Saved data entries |
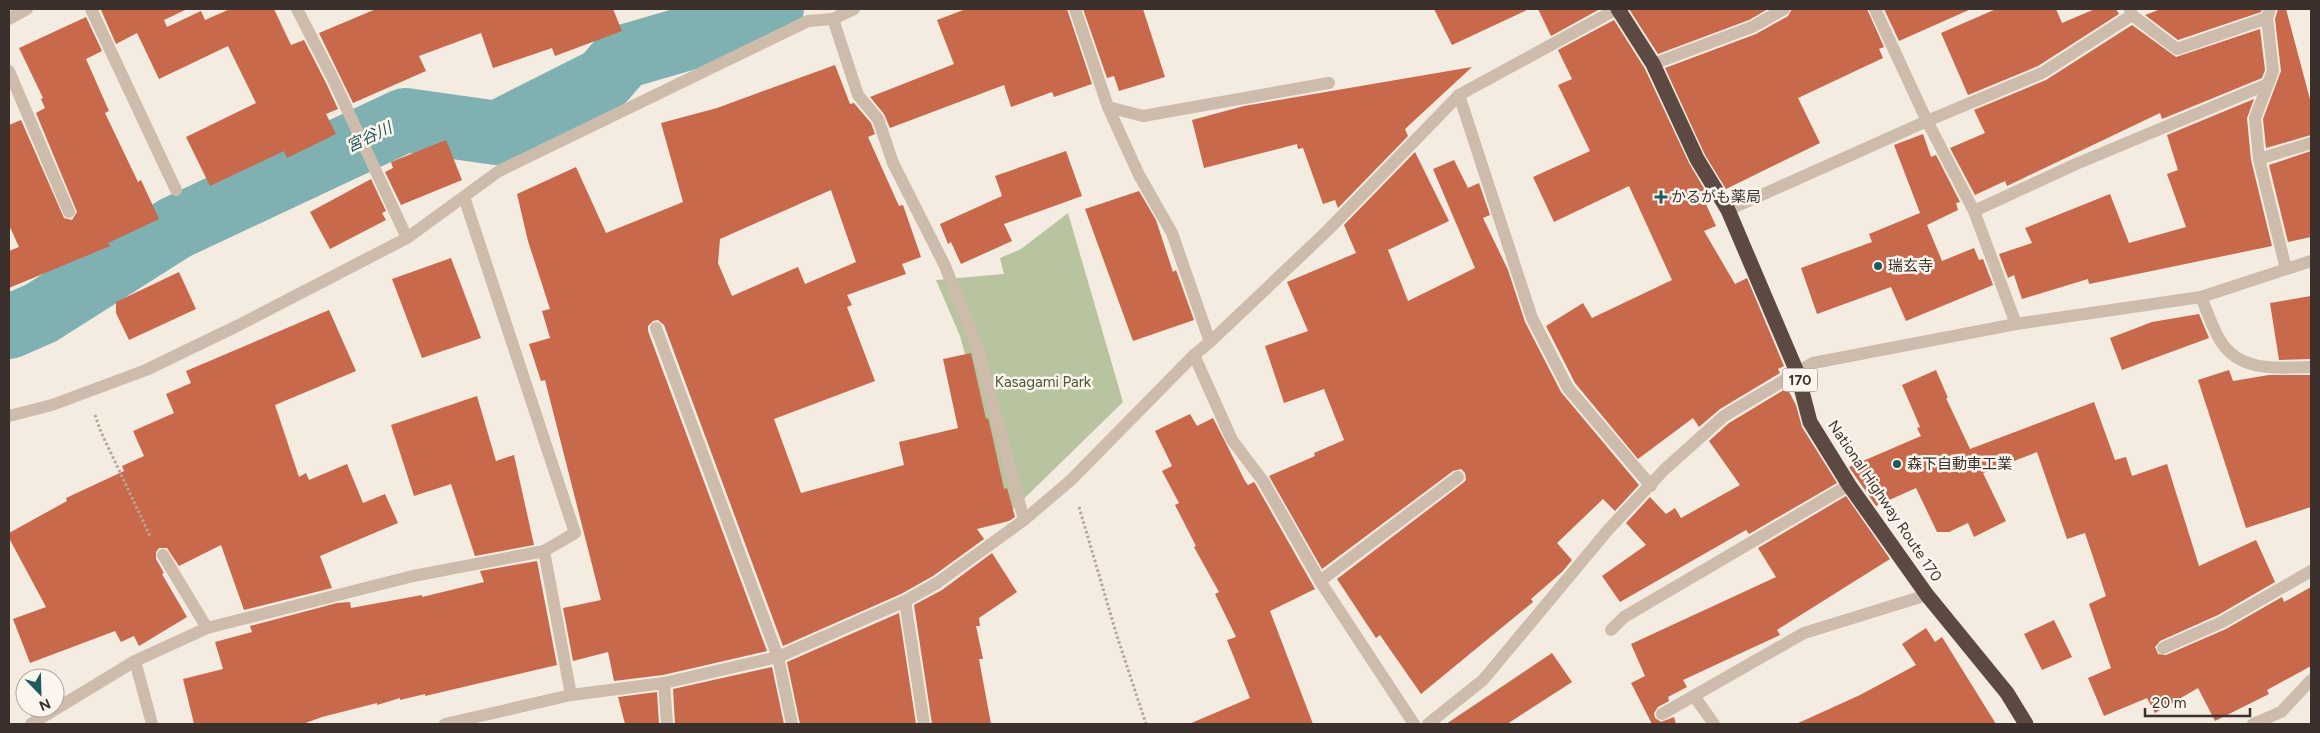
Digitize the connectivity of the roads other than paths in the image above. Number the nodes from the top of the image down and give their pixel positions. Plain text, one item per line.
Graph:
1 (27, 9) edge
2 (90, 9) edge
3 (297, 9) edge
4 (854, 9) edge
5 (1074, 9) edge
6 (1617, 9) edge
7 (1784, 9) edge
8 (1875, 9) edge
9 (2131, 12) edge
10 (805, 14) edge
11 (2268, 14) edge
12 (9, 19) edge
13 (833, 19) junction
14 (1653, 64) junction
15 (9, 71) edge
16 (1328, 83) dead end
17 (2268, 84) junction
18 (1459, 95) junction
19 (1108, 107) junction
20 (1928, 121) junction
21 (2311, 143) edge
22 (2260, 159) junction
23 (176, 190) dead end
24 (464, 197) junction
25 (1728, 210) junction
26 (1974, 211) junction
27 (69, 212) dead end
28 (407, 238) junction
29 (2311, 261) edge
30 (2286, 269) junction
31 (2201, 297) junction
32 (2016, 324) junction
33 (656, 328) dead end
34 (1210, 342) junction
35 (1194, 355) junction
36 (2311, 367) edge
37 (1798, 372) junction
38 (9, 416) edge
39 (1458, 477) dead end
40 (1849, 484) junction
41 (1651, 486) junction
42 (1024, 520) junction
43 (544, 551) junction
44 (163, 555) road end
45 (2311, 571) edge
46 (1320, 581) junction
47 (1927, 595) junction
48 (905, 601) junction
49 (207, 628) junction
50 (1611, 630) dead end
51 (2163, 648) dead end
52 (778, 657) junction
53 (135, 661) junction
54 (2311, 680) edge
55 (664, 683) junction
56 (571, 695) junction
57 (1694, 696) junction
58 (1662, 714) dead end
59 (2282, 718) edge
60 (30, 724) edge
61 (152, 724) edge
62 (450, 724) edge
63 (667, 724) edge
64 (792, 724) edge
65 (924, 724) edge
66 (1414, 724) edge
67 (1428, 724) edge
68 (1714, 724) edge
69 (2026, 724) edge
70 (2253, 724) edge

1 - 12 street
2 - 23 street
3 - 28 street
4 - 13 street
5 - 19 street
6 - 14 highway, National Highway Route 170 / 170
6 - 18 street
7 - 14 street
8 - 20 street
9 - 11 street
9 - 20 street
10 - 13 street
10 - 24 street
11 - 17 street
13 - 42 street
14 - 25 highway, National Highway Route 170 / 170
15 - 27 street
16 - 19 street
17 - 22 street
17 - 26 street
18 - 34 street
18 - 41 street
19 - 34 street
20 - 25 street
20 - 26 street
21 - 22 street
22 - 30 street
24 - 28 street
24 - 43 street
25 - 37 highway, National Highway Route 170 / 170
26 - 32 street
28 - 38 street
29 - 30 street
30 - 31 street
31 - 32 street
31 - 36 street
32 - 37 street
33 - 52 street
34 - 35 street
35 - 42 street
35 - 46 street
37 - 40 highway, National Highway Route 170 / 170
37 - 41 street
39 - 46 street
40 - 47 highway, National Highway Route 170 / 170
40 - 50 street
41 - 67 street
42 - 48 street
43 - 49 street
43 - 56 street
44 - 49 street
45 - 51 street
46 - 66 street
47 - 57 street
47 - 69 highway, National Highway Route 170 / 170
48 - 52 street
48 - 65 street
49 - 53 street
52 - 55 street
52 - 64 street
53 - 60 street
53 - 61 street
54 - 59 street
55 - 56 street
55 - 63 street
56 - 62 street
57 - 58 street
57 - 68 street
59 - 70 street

TASK STATEMENT |
Go through the records above, find each line with the string "highway", and copy it.

OUTPUT FOR THIS EXERCISE |
6 - 14 highway, National Highway Route 170 / 170
14 - 25 highway, National Highway Route 170 / 170
25 - 37 highway, National Highway Route 170 / 170
37 - 40 highway, National Highway Route 170 / 170
40 - 47 highway, National Highway Route 170 / 170
47 - 69 highway, National Highway Route 170 / 170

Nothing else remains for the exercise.